Thursday 25 July 2013

Life lessons and spiritual progress

Nobody should view my writing as suggesting ways to spiritually advance or gain life lessons.   I'm sorry, but can we lay-dees get over the idea that reality offers us spiritual lessons?

I shed reality.  

It's fine to pick me up for your new age or spiritual chronicle -- there's nothing good about my morality.  It is designed to to take away your sense that there is anything to learn from one other; to put you on your own.

Women are their worst enemies. I've handled problems on my own.  The outcome has been intellectual shamanism.

I had to handle grave, grave emotional issues on my own.  People said:  "Your writing does not communicate anything.  It is an undifferentiated forest fire of emotions."

The result of a couple of decades of this was that I burned and desecrated reality.   If you want some of my reality, it is of the charred sort. One could be annihilated.
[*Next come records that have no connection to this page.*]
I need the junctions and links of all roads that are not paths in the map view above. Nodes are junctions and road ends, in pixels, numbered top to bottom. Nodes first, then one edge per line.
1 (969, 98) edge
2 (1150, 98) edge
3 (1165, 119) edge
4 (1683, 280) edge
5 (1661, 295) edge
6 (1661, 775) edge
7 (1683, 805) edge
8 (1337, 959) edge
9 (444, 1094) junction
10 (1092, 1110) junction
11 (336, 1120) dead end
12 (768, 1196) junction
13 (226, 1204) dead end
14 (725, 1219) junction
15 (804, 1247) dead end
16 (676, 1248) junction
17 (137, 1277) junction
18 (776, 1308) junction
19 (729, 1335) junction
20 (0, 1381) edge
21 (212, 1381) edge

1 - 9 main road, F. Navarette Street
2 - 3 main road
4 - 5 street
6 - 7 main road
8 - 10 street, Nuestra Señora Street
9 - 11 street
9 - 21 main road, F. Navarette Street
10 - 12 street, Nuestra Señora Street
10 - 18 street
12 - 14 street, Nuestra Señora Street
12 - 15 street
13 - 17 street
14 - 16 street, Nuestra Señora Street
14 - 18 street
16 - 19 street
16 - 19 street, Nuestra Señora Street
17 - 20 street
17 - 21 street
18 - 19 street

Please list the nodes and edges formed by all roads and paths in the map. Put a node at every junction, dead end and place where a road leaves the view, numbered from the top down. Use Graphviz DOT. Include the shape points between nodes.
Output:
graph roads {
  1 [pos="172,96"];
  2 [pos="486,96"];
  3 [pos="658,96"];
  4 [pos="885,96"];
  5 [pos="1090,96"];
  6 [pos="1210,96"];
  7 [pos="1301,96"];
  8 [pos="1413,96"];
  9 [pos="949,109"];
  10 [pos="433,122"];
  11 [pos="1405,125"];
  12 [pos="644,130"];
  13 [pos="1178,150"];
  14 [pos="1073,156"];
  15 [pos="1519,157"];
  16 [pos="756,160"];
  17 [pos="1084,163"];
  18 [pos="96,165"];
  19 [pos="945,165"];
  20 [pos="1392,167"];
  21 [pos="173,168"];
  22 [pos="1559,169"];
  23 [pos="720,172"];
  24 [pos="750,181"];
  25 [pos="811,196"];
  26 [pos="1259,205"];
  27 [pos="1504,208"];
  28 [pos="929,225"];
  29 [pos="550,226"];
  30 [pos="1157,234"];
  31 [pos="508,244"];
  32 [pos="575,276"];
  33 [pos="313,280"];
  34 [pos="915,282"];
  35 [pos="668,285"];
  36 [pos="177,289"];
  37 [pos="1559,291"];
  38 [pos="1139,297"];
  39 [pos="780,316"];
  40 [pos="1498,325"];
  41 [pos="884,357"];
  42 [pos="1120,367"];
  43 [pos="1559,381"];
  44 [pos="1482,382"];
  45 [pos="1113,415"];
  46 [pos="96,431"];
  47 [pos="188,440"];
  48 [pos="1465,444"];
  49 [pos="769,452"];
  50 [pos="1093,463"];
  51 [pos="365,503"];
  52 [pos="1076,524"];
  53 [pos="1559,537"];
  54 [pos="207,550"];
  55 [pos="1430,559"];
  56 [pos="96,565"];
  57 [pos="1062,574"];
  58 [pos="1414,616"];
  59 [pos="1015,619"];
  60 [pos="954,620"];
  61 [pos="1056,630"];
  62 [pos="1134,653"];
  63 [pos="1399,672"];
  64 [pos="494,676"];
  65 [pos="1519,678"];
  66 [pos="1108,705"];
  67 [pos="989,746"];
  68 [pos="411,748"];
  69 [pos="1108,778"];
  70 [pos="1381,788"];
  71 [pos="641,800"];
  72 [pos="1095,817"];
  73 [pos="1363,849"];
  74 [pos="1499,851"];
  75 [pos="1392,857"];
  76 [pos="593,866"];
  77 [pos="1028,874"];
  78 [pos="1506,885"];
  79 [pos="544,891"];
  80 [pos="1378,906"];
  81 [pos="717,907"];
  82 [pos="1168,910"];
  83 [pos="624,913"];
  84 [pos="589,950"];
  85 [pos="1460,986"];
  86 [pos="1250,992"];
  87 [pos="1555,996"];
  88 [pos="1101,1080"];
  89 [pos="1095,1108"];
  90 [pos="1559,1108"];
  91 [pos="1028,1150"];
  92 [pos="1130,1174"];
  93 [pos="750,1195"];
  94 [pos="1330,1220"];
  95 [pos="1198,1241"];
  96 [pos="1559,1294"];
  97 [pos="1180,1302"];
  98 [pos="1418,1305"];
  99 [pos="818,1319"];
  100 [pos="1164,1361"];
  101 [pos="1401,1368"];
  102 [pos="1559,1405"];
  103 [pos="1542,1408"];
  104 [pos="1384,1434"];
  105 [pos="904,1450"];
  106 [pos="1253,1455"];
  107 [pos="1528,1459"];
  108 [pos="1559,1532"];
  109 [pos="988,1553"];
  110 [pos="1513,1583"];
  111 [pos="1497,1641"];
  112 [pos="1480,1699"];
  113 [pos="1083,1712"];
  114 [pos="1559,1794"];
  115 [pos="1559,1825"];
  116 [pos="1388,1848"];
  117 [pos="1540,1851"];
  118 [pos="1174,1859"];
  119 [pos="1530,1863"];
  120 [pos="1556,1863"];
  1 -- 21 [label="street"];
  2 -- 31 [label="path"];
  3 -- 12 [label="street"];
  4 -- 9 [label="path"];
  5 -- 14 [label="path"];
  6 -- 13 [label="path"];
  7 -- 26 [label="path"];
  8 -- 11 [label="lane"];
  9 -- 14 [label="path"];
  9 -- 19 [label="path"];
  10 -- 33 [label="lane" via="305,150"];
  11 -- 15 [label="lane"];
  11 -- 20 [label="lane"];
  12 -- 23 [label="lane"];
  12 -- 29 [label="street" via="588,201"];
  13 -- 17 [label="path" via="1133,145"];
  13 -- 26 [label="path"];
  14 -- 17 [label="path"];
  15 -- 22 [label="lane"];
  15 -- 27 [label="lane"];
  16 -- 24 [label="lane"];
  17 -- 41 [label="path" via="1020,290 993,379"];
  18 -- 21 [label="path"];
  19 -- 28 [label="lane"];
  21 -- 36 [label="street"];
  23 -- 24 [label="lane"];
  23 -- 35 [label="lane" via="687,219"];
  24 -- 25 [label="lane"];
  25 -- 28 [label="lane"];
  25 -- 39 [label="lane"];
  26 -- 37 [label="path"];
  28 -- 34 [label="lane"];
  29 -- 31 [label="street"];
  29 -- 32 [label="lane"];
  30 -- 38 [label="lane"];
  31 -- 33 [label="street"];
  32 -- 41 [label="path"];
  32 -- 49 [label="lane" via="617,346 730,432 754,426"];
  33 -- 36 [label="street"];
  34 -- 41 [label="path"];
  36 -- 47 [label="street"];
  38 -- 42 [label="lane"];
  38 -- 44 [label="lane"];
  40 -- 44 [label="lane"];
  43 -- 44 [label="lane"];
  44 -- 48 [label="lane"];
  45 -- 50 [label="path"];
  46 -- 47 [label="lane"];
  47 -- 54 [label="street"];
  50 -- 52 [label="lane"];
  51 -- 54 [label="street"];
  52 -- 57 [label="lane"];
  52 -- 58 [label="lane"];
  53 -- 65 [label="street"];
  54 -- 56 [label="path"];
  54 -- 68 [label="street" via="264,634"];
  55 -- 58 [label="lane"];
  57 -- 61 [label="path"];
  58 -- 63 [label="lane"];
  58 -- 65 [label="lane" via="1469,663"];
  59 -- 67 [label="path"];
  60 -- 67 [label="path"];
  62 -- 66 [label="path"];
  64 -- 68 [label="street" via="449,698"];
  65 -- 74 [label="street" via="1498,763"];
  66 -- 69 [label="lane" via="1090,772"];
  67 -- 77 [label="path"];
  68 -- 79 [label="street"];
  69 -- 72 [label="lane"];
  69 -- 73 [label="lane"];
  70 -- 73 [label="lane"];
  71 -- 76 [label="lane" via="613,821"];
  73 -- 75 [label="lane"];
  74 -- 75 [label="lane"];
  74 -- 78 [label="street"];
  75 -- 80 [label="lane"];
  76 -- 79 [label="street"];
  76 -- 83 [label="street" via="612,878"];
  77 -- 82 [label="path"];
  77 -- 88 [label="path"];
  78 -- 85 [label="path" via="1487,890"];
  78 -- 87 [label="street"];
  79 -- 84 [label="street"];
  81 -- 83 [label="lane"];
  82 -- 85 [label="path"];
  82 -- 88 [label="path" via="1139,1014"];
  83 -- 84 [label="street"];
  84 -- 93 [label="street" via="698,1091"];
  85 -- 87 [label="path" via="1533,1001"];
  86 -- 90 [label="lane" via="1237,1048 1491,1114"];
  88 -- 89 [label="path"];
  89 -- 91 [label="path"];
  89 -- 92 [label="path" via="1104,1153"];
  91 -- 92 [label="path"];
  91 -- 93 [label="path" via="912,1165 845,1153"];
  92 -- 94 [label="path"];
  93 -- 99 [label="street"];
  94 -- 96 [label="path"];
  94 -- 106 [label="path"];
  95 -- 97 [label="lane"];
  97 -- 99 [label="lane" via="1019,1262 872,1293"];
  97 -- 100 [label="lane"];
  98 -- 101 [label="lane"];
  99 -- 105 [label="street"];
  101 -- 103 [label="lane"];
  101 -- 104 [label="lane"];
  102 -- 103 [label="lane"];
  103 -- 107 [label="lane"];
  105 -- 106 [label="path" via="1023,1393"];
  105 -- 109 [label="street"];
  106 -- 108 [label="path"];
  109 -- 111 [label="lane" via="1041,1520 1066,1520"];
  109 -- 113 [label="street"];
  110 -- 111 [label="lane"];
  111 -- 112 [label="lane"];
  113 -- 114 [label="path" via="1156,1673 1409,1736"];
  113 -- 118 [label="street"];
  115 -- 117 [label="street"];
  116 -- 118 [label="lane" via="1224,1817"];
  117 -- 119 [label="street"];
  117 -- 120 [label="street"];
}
Should people pick up anything I say and want to make out that I'm giving lessons on how to handle negotiations, or how to learn more deeply about oneself, they are welcome to try to use what I have said this way.  Welcome to my wasteland of disbelief.

I'm not trying to help you see life in a better way, I'm not trying to give you tips on how to handle the worst of it.  The problem is: once you latch onto an identity, you take us all backward with you.   For instance, you embrace a female nature that puts to shame all my hard work to prove that women aren't inherently hysterical.  I despair of this, but you want this female nature because it comforts you.  You reinstate the old ways without thinking once what this would cost me.

I wrote a memoir.  None of it was meant to teach life lessons or to raise the female profile.   I never had a goal so specifically feminine as that.   I immerse you in my disaster:  you are very welcome.

I'm not here to help.

If you're looking for some assistance, may I suggest my enemies in patriarchy?   They always give each other fuzzy, reassuring feelings:  women are the same as ever; men are the same as ever.  You're no longer on the precipice of pain or menacing catastrophe.  There is help at hand!  There are life lessons to be learned, within the measure of one's feminine or masculine existing nature.

I don't believe in this of course, but this is what is said and thought.   It's what's expected from my writing, even though it's clear this is not the content of my writing.

Nietzsche thought is would be quite the cosmic joke if old biddies a few centuries on were to find gentle platitudes to console each other with from his tome, THUS SPOKE ZARATHUSTRA.   It's hard to get the message that books have a broader purpose than to instill life lessons.

I'm not trying to tell you what is what.   I'm not trying to emotionally engage with you to "smash the patriarchy".

I only have disaster and chaos and madness to impart.